GABRIEL KEY, Catullus 7 and 13: Gabriel Key (they/them) is currently enrolled in the Bridge M.A. in Classical Studies and will begin their Ph.D. in the Interdepartmental Program in Mediterranean Art and Archaeology in the fall of 2023. Their primary research interests include Early Italian archaeology, with a focus on archaeobotany and the lives of non-elites.


BAINE LINSLEY, Thucydides, History of the Peloponnesian War 5.85-5.95: Baine Linsley is an undergraduate student in the college of LSA.

WILLIAM McCLELLAND, Euripides, Bacchae: Will McClelland (he/him) is a senior majoring in Classical Civilization with a minor in History. His primary research interests include Homeric poetry, Athenian tragedy, comparative historical linguistics, modern reception, the Mediterranean Bronze Age, and literature of the early Roman Empire. Following graduation this year, he will be pursuing a certificate in Classics at Columbia University. In his free time he enjoys film analysis, acting and directing for the stage, and playing guitar.

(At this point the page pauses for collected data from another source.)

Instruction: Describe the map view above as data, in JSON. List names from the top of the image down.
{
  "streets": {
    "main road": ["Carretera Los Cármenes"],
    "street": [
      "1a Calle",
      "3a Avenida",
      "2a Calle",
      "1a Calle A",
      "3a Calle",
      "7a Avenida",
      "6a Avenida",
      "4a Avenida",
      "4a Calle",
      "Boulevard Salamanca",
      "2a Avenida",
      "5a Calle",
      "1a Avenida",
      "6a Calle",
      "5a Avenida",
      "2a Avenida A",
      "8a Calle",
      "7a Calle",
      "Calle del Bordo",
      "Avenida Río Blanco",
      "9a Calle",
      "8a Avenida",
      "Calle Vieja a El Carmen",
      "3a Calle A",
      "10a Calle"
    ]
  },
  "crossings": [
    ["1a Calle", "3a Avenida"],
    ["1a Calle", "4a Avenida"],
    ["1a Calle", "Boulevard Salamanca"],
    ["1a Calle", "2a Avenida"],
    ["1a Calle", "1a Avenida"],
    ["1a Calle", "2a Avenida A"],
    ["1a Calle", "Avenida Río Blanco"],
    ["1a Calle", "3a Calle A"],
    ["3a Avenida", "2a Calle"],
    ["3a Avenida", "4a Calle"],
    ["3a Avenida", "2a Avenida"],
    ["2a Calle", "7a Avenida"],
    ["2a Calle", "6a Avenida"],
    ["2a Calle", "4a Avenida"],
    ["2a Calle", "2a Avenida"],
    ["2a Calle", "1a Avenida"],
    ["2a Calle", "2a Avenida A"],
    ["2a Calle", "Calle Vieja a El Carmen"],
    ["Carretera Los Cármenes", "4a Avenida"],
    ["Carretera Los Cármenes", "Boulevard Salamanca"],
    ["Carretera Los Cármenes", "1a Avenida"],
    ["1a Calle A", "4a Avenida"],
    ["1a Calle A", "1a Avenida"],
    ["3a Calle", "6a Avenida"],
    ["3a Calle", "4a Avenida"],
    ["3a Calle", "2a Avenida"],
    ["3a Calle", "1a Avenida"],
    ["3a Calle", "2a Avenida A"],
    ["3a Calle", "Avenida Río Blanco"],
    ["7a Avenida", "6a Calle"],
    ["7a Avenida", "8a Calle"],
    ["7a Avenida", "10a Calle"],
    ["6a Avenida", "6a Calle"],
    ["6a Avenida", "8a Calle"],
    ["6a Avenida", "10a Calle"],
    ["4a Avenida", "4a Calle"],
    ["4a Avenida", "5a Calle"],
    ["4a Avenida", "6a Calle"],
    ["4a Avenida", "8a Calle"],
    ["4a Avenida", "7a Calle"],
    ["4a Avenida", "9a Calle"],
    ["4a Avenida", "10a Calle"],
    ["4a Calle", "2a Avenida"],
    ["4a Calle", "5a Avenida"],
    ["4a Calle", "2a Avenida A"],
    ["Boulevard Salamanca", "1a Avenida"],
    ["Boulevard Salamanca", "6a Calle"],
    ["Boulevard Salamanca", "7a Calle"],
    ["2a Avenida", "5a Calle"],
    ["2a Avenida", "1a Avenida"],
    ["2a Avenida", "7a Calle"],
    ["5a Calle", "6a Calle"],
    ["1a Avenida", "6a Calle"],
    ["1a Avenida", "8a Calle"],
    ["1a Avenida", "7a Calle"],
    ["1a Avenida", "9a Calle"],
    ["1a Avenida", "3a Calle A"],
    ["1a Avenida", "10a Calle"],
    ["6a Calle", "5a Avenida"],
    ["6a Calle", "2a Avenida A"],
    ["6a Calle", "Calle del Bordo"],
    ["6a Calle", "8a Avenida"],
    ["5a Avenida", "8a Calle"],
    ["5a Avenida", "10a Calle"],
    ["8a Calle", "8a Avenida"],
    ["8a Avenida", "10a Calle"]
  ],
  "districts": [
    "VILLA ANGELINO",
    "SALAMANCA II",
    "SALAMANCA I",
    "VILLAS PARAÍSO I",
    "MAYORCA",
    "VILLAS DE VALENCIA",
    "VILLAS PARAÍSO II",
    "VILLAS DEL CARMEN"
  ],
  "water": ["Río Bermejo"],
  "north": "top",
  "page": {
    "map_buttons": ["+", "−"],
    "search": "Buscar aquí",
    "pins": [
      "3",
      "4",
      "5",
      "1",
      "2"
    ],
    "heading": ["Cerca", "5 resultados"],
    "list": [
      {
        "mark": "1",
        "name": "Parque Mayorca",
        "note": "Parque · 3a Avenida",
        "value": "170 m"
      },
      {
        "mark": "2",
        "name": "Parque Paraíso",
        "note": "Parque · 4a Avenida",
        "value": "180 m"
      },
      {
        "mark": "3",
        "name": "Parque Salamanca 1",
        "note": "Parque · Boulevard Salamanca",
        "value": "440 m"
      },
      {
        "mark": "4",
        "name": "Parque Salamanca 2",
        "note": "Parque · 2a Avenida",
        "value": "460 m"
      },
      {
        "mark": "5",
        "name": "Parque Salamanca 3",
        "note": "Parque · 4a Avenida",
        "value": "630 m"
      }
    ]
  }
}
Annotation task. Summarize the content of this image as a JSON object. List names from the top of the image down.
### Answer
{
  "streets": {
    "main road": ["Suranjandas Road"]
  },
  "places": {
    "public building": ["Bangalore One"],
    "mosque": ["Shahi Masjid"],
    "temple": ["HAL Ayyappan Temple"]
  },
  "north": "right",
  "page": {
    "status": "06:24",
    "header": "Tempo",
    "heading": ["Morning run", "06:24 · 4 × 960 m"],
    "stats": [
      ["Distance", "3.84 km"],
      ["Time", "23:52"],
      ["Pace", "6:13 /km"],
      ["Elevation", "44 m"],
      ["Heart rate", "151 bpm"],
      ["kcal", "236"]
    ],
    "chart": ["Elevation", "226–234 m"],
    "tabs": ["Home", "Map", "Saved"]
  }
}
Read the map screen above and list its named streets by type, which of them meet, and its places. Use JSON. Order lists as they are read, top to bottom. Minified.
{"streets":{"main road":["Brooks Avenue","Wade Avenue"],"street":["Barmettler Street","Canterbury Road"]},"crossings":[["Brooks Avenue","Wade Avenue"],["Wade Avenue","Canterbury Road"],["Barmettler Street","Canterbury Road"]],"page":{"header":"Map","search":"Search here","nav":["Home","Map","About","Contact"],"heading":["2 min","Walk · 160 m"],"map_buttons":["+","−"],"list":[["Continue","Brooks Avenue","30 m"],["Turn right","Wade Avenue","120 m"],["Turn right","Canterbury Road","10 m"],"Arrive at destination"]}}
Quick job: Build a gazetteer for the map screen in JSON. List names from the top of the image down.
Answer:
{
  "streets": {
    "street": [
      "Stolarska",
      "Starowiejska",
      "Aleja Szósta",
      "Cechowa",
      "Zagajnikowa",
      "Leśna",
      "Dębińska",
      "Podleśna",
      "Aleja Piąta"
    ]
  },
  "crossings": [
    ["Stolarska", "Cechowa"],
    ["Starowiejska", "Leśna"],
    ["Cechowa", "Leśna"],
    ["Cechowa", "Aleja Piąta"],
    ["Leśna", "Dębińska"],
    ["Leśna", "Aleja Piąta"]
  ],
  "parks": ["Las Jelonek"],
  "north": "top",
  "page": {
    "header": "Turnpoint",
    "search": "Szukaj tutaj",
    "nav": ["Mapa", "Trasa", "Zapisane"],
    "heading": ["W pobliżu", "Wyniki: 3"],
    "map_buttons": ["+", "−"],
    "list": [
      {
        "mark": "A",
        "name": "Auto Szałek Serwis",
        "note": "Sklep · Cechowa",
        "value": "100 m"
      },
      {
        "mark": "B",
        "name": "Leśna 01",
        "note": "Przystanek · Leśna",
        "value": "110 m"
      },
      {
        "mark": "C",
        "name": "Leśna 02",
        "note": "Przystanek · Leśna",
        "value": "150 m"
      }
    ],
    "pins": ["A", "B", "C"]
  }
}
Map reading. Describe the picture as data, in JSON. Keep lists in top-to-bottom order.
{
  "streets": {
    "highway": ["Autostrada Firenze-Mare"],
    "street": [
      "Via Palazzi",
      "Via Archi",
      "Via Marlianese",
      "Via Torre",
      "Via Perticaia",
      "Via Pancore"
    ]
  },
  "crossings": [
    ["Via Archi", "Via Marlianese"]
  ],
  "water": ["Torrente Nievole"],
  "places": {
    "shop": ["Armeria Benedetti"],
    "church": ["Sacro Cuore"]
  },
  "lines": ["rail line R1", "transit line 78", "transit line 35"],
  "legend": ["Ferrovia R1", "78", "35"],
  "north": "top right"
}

ELLIS MUCCHETTI, Virgil, Aeneid 1.1–156: Ellis (they/them) is a second year majoring in Classical Languages and Literature with a focus in Latin. They've tutored dozens of younger students and peers in Latin over the past six years, and plan to teach Latin at a middle or high school level. Outside of Latin, they play cello in the Campus Symphony Orchestra and RC chamber groups, and they are on the board of Friends of the Campus Farm.




KEANU HEYDARI, Tarikh-e bist saleh: Konfederasion-e jahani-ye mohasselin va daneshjuyan-eirani, Hamid Shokat: Keanu Heydari is a Ph.D. candidate in the Department of History. His research focuses on French and Iranian cultural, intellectual, and migration history. Heydari’s dissertation examines Iranian students, political dissidents, and intellectuals in Europe after the 1953 coup d’état in Iran. Heydari was born and raised in Los Angeles, California, and is an alumnus of the University of California, Los Angeles (B.A., History, French language minor, 2017).


AMIRA RABBAH, حاربيني يا نابئات اليالي/ Wage war on me oh disasters of the night by Antara ibn Al-Shaddad: Amira Rabbah is a senior in majoring in Biomolecular Science and minoring in Middle East Studies. It was during her three years of Arabic study at the University of Michigan that she developed an appreciation for Classical Arabic poetry. Her chosen work by the great warrior poet Antarah ibn Shaddad echoes themes of valor, chivalry, and horses. After graduation, Amira plans to apply to medical school.